Learn how EMOS improved their emotional detection model by 30% with the help of Figure Eight
EMOS is a Hong Kong-based emotion analytics company creating products that understand and react to emotions. They blend deep learning with automatic speech recognition, natural language understanding and sentiment analysis, allowing their customers to predict trends, reduce costs, design great experiences, create product attachments, boost loyalty, analyze reviews, and more, all by interpreting emotion and sentiment through audio and textual conversations.
Emotion plays a big role in the consumer world. We form attachments to products, swear off companies with bad customer service, and make buying decisions based on how we feel.
But, on some level, emotion is subjective. Sentiment is personal. What might seem angry to one person may simply be curt to another. Emotions have ranges, nuances, and subtleties that can be difficult to define. And that’s just for people. For a machine learning model, understanding emotions is even harder.
That hasn’t deterred EMOS. They’ve spent years training models to do just that: to understand emotions. They started off using academic datasets but found these simply didn’t work in the real world. The data was too sterile and there wasn’t nearly enough of it.
That’s not to mention that academic data didn’t work in-domain. EMOS has a product that aims to understand emotion in call centers and academic data didn’t contain the particular conversational audio they needed to create a model that would work in that setting. Put together, the algorithms trained on academic data were topping out at around 50-60% accuracy. EMOS needed high-quality training data to create a better model. They turned to Figure Eight.

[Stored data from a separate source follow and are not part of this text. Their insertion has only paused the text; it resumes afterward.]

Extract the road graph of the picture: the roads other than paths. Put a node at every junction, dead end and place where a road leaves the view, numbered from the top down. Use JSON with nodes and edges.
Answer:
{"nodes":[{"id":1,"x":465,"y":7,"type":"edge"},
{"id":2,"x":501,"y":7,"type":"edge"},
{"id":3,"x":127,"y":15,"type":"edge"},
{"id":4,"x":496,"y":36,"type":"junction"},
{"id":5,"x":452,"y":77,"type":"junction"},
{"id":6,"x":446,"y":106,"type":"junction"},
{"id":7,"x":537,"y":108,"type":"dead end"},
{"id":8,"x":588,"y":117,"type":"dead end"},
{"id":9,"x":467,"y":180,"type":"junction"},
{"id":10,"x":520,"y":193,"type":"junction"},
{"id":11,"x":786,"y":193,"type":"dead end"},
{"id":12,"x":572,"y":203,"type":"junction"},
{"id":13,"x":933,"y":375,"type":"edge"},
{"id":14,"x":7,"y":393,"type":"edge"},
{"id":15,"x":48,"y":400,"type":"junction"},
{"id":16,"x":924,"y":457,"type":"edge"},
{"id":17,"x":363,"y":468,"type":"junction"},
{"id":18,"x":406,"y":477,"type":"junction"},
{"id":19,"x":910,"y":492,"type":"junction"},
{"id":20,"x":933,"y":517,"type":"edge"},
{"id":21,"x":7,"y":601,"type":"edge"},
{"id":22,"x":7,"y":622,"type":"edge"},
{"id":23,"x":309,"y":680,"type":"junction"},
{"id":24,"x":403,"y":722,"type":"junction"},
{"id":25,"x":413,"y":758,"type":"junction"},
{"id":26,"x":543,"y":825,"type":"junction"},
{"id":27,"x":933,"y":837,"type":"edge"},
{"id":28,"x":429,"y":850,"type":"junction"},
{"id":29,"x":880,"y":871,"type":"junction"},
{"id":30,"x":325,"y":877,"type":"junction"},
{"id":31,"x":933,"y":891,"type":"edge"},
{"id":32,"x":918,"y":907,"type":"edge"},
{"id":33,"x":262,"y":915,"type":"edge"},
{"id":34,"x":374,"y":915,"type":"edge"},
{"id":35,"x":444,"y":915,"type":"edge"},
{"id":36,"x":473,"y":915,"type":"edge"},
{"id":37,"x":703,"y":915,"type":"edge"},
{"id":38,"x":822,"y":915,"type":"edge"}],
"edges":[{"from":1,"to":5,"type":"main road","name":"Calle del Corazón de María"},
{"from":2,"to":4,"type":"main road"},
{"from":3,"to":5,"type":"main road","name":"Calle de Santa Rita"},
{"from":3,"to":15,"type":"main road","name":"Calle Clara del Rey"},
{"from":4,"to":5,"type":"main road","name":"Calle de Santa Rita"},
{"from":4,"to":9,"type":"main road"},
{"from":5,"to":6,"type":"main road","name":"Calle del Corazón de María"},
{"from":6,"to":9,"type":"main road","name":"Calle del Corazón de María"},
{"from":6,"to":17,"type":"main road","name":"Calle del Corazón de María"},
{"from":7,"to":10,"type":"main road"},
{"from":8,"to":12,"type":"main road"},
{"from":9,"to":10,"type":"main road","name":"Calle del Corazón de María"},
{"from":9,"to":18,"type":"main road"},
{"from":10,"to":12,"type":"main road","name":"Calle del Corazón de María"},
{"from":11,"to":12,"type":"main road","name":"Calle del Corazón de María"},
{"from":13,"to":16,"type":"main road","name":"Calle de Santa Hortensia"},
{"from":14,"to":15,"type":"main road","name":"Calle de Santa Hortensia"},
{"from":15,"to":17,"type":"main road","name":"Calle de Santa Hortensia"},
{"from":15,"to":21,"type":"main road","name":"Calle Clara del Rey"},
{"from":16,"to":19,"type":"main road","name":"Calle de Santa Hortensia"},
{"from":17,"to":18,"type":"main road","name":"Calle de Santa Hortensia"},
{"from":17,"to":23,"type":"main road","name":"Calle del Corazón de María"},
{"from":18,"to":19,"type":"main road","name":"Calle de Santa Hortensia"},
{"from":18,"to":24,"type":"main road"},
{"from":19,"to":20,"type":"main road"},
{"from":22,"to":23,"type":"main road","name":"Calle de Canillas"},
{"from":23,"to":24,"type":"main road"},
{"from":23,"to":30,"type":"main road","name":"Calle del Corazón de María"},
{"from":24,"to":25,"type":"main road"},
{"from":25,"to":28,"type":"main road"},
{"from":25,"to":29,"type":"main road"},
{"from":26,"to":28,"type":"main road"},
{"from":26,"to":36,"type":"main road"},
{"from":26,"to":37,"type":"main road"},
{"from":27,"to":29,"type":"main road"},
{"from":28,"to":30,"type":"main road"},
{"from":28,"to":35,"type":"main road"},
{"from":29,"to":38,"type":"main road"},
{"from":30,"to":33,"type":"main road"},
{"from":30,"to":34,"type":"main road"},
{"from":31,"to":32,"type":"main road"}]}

Human-in-the-loop machine learning works especially well for analyzing emotional content. After all, humans don’t need training data to understand when a person is happy or angry. They simply know. EMOS pushed their data through Figure Eight, creating workflows where annotators rated the emotion of speakers in audio clips, hoping to augment the models and boost their overall accuracy.
But as EMOS started collecting labels on audio to train their model, they ran into an interesting challenge: because emotion is so subjective and because it’s important for EMOS to understand the intensity of these emotions, though their model was improving, it wasn’t improving as dramatically as they hoped.
EMOS worked with Figure Eight to redesign the workflow for annotators. Instead of looking at audio with multiple speakers, they identified selections with a single speaker to reduce any confusion. They also prioritized the rows with strong, intense emotions, as those had the most agreement among annotators and could function as definitive examples (even if annotators sometimes disagreed about intensity, they’d agree on the underlying emotion, which was a crucial part of improving their models).
This new approach helped reduce some of the inherent subjectivity attendant to judging emotions and gave their model the ingredients it needed to beat their benchmark.
The result? EMOS has achieved 80% accuracy in their emotional detection algorithms, an improvement of an additional 30% to their model’s performance. That’s a massive gain, not to mention one that beats the typical 70% performance seen in academia. It’s one that can give their clients unique insight into every conversation, the ability to analyze how emotion informs the customer service and sales world, and to identify what makes customers truly happy, all without having to do painstaking, fine-tune auditing of individual calls.